Friday, April 19, 2024

4,000 Doctors Visit Patients for Free on National Doctors’ Day

Thousands of Iranian doctors have been providing citizens of Tehran with free medical services on August 22, the National Doctors’ Day, which is annually marked on the birthday anniversary of renowned Iranian polymath and doctor Avicenna.

According to a report by Mizan, as translated by IFP, the Municipality of Tehran has kicked off the plan and is providing free services for citizens of all 22 districts in the city.

Samaneh Zamani Garmsiri, the Director-General of Health at the Municipality, said that 4,000 doctors visit the patients for free on this special day.

The birthday anniversary of Avicenna, on August 22, is annually commemorated by Iranian physicians and scientific centres as National Doctors’ Day.

Avicenna, also known as Ibn Sina, was a Persian and Muslim physician, astronomer, alchemist, chemist, logician, mathematician, metaphysician, philosopher, physicist, poet, scientist, theologian, and statesman.

He was born around 980 AD in Afshana, near Bukhara which was then a part of Iran and is now in Uzbekistan, and died in 1037 AD in the Iranian city of Hamadan.

Avicenna is regarded as the father of the modern medicine for introducing systematic experimentation and quantification into the study of physiology and contributing to the discovery of contagious diseases.
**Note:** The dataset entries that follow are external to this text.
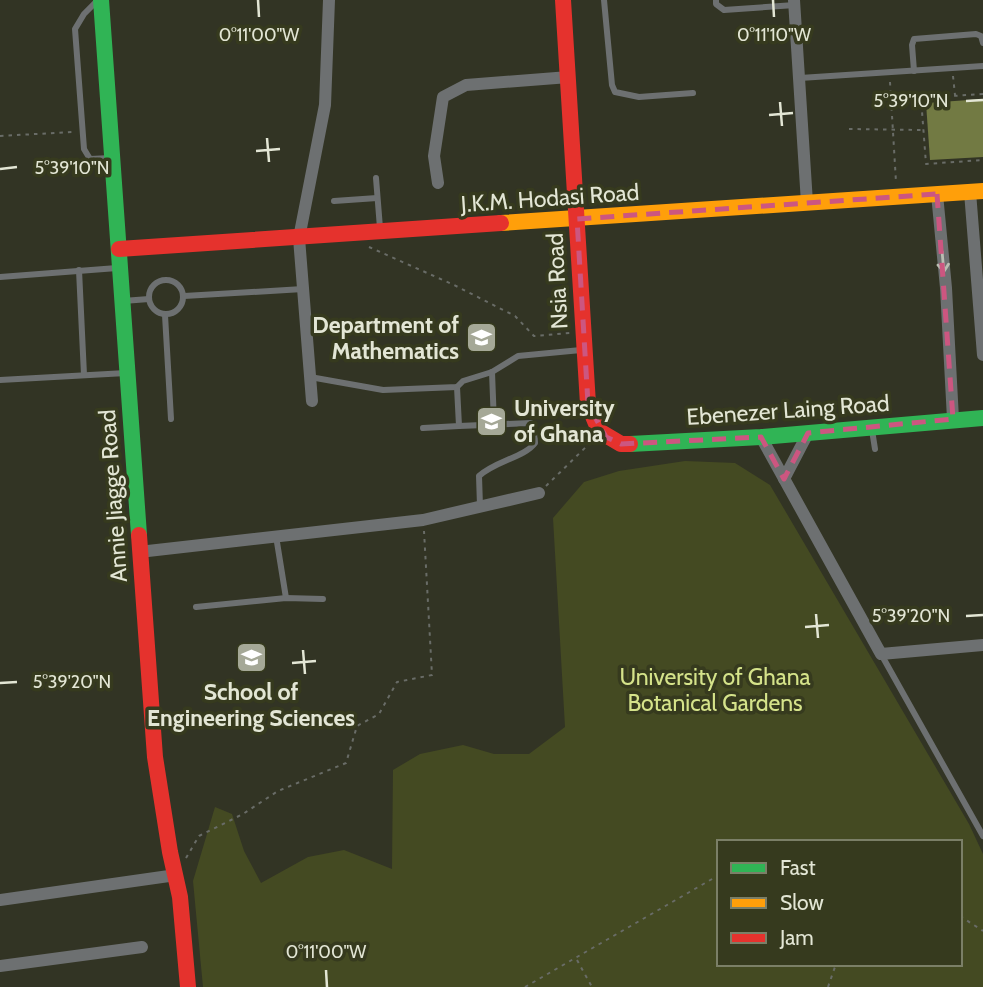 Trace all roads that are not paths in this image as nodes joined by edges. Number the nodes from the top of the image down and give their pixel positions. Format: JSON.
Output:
{"nodes":[{"id":1,"x":99,"y":0,"type":"edge"},
{"id":2,"x":329,"y":0,"type":"edge"},
{"id":3,"x":563,"y":0,"type":"edge"},
{"id":4,"x":604,"y":0,"type":"edge"},
{"id":5,"x":716,"y":0,"type":"edge"},
{"id":6,"x":740,"y":0,"type":"edge"},
{"id":7,"x":795,"y":3,"type":"edge"},
{"id":8,"x":740,"y":9,"type":"junction"},
{"id":9,"x":983,"y":43,"type":"edge"},
{"id":10,"x":983,"y":66,"type":"edge"},
{"id":11,"x":914,"y":71,"type":"junction"},
{"id":12,"x":569,"y":78,"type":"junction"},
{"id":13,"x":799,"y":78,"type":"junction"},
{"id":14,"x":692,"y":93,"type":"dead end"},
{"id":15,"x":113,"y":158,"type":"junction"},
{"id":16,"x":376,"y":178,"type":"dead end"},
{"id":17,"x":438,"y":183,"type":"dead end"},
{"id":18,"x":977,"y":191,"type":"edge"},
{"id":19,"x":937,"y":194,"type":"junction"},
{"id":20,"x":377,"y":198,"type":"junction"},
{"id":21,"x":334,"y":201,"type":"dead end"},
{"id":22,"x":807,"y":203,"type":"junction"},
{"id":23,"x":577,"y":219,"type":"junction"},
{"id":24,"x":380,"y":233,"type":"junction"},
{"id":25,"x":299,"y":238,"type":"junction"},
{"id":26,"x":119,"y":249,"type":"junction"},
{"id":27,"x":120,"y":268,"type":"junction"},
{"id":28,"x":79,"y":270,"type":"junction"},
{"id":29,"x":0,"y":277,"type":"edge"},
{"id":30,"x":303,"y":289,"type":"junction"},
{"id":31,"x":184,"y":296,"type":"junction"},
{"id":32,"x":149,"y":299,"type":"junction"},
{"id":33,"x":123,"y":300,"type":"junction"},
{"id":34,"x":165,"y":315,"type":"junction"},
{"id":35,"x":583,"y":350,"type":"junction"},
{"id":36,"x":983,"y":355,"type":"edge"},
{"id":37,"x":492,"y":372,"type":"junction"},
{"id":38,"x":128,"y":373,"type":"junction"},
{"id":39,"x":84,"y":375,"type":"junction"},
{"id":40,"x":310,"y":377,"type":"junction"},
{"id":41,"x":0,"y":380,"type":"edge"},
{"id":42,"x":457,"y":387,"type":"junction"},
{"id":43,"x":312,"y":401,"type":"dead end"},
{"id":44,"x":983,"y":418,"type":"edge"},
{"id":45,"x":171,"y":419,"type":"dead end"},
{"id":46,"x":953,"y":419,"type":"junction"},
{"id":47,"x":494,"y":424,"type":"junction"},
{"id":48,"x":459,"y":426,"type":"junction"},
{"id":49,"x":422,"y":428,"type":"dead end"},
{"id":50,"x":872,"y":428,"type":"junction"},
{"id":51,"x":599,"y":431,"type":"joint"},
{"id":52,"x":808,"y":433,"type":"junction"},
{"id":53,"x":761,"y":437,"type":"junction"},
{"id":54,"x":875,"y":449,"type":"dead end"},
{"id":55,"x":785,"y":479,"type":"junction"},
{"id":56,"x":539,"y":493,"type":"road end"},
{"id":57,"x":481,"y":506,"type":"junction"},
{"id":58,"x":276,"y":536,"type":"junction"},
{"id":59,"x":139,"y":552,"type":"junction"},
{"id":60,"x":286,"y":598,"type":"junction"},
{"id":61,"x":323,"y":600,"type":"dead end"},
{"id":62,"x":196,"y":607,"type":"dead end"},
{"id":63,"x":983,"y":645,"type":"edge"},
{"id":64,"x":881,"y":654,"type":"junction"},
{"id":65,"x":983,"y":836,"type":"edge"},
{"id":66,"x":176,"y":875,"type":"junction"},
{"id":67,"x":0,"y":900,"type":"edge"},
{"id":68,"x":142,"y":947,"type":"dead end"},
{"id":69,"x":0,"y":966,"type":"edge"},
{"id":70,"x":188,"y":987,"type":"edge"}],
"edges":[{"from":1,"to":15,"type":"street","name":"Annie Jiagge Road"},
{"from":1,"to":15,"type":"lane"},
{"from":2,"to":25,"type":"street"},
{"from":3,"to":12,"type":"street","name":"Nsia Road"},
{"from":4,"to":14,"type":"lane"},
{"from":5,"to":8,"type":"lane"},
{"from":6,"to":8,"type":"lane"},
{"from":7,"to":8,"type":"lane"},
{"from":7,"to":13,"type":"street"},
{"from":9,"to":11,"type":"lane"},
{"from":10,"to":11,"type":"lane"},
{"from":11,"to":13,"type":"lane"},
{"from":12,"to":17,"type":"street"},
{"from":12,"to":23,"type":"street","name":"Nsia Road"},
{"from":13,"to":22,"type":"street"},
{"from":15,"to":26,"type":"street","name":"Annie Jiagge Road"},
{"from":16,"to":20,"type":"lane"},
{"from":18,"to":19,"type":"street","name":"J.K.M. Hodasi Road"},
{"from":18,"to":36,"type":"street"},
{"from":19,"to":22,"type":"street","name":"J.K.M. Hodasi Road"},
{"from":19,"to":46,"type":"street","one_way":true},
{"from":20,"to":21,"type":"lane"},
{"from":20,"to":24,"type":"lane"},
{"from":22,"to":23,"type":"street","name":"J.K.M. Hodasi Road"},
{"from":23,"to":24,"type":"street","name":"J.K.M. Hodasi Road"},
{"from":23,"to":35,"type":"street","name":"Nsia Road"},
{"from":24,"to":25,"type":"street","name":"J.K.M. Hodasi Road"},
{"from":25,"to":26,"type":"street","name":"J.K.M. Hodasi Road"},
{"from":25,"to":30,"type":"street"},
{"from":26,"to":27,"type":"street","name":"Annie Jiagge Road"},
{"from":27,"to":28,"type":"lane"},
{"from":27,"to":33,"type":"street","name":"Annie Jiagge Road"},
{"from":28,"to":29,"type":"lane"},
{"from":28,"to":39,"type":"lane"},
{"from":30,"to":31,"type":"lane"},
{"from":30,"to":40,"type":"street"},
{"from":31,"to":32,"type":"lane"},
{"from":31,"to":34,"type":"lane"},
{"from":32,"to":33,"type":"lane"},
{"from":32,"to":34,"type":"lane"},
{"from":33,"to":38,"type":"street","name":"Annie Jiagge Road"},
{"from":34,"to":45,"type":"lane"},
{"from":35,"to":37,"type":"lane"},
{"from":35,"to":51,"type":"street","name":"Nsia Road"},
{"from":37,"to":42,"type":"lane"},
{"from":37,"to":47,"type":"lane"},
{"from":38,"to":39,"type":"lane"},
{"from":38,"to":59,"type":"street","name":"Annie Jiagge Road"},
{"from":39,"to":41,"type":"lane"},
{"from":40,"to":42,"type":"lane"},
{"from":40,"to":43,"type":"street"},
{"from":42,"to":48,"type":"lane"},
{"from":44,"to":46,"type":"street","name":"Ebenezer Laing Road"},
{"from":46,"to":50,"type":"street","name":"Ebenezer Laing Road"},
{"from":47,"to":48,"type":"lane"},
{"from":47,"to":57,"type":"lane"},
{"from":48,"to":49,"type":"lane"},
{"from":50,"to":52,"type":"street","name":"Ebenezer Laing Road"},
{"from":50,"to":54,"type":"lane"},
{"from":51,"to":53,"type":"street","name":"Ebenezer Laing Road"},
{"from":52,"to":53,"type":"street","name":"Ebenezer Laing Road"},
{"from":52,"to":55,"type":"street"},
{"from":53,"to":55,"type":"street"},
{"from":55,"to":64,"type":"street"},
{"from":56,"to":57,"type":"street"},
{"from":57,"to":58,"type":"street"},
{"from":58,"to":59,"type":"street"},
{"from":58,"to":60,"type":"lane"},
{"from":59,"to":66,"type":"street","name":"Annie Jiagge Road"},
{"from":60,"to":61,"type":"lane"},
{"from":60,"to":62,"type":"lane"},
{"from":63,"to":64,"type":"street"},
{"from":64,"to":65,"type":"lane"},
{"from":66,"to":67,"type":"street"},
{"from":66,"to":70,"type":"street","name":"Annie Jiagge Road"},
{"from":68,"to":69,"type":"street"}]}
He is also considered the father of the fundamental concept of momentum in physics.

He wrote some 450 books on a wide range of subjects, many of which concentrated on philosophy and medicine. His most famous works are the ‘Book of Healing’ and the ‘Canon of Medicine’, which used to be standard medical texts in many Islamic and European universities until the 18th century.

He wrote most of his works in Arabic, since it was the dominant language for centuries following the Arab invasion of Iran.

However, he also wrote a large manual on philosophical science entitled ‘Danesh-Nameh Alai’ and a small paper on the pulse in his native language, Persian.

Among Avicenna’s 16 medical works, eight are versified treatises on issues such as the 25 signs indicating the fatal termination of illnesses, hygienic precepts, proved remedies, anatomical memoranda etc.

Amongst his prose works, after the great Canon, the treatise on cardiac drugs, a large number of fine manuscripts which have remained unpublished, are kept at the British Museum.